According to site of the French Catholic newspaper L’Homme nouveau, (link in French), Bishop de Metz-Noblat wrote his brothers bishops that the aim was not so much to be welcoming to LGBTQ+ families as to avoid possible future lawsuits for “discrimination” (which, speaking as a fellow Frenchwoman, does unfortunately not seem unlikely).
This suggested change also probably has other family configurations in view, like reconstituted families, where one of the “holders of parental authority” isn’t the biological parent of one or more children. (And at the risk of stating the obvious, some couples in such situations are in perfectly valid sacramental marriages.)
If someone is living in a union not recognized by the Church, and is not seeking to bring themselves back into a good relationship with the Church, then why would we baptize their children?

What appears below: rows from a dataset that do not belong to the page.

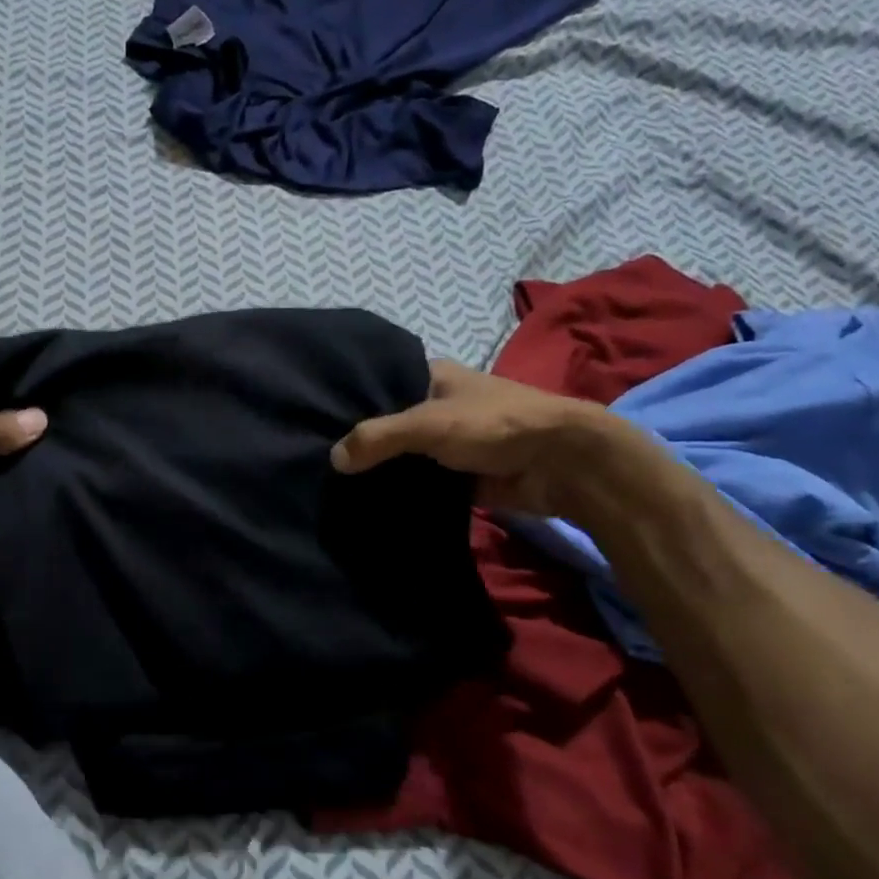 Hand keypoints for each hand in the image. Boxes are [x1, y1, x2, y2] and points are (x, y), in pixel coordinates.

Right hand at [330, 359, 617, 515]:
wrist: (562, 464)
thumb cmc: (495, 424)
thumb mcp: (428, 424)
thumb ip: (378, 438)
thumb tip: (333, 459)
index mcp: (432, 376)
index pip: (379, 383)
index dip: (350, 400)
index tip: (315, 419)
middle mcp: (438, 405)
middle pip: (388, 423)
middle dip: (360, 441)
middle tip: (316, 457)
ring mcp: (448, 443)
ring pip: (402, 456)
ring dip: (379, 470)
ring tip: (332, 484)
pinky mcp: (458, 475)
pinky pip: (419, 483)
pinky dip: (400, 491)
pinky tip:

I teach ecumenically-organized baptism prep classes (mandatory for every family who wants to baptize their kid either in the Catholic or the Reformed communities of my city). It is rare that I see a married Catholic couple. In fact, the majority of the Catholic couples I meet do live in a union not recognized by the Church (and, as weird as it can sound, honestly do not understand why the Church considers they “live in sin”). They are still welcomed and the Church baptizes their children, because, as Mgr de Metz-Noblat wrote, “children cannot be held responsible for the situation of their parents”.
And, incidentally, baptism prep also offers an opportunity to explain why the Church teaches what she teaches about marriage (because some parents will inevitably ask why marriage is so important), with the result that some couples decide to regularize their situation, which would not have happened had they been refused baptism for their child.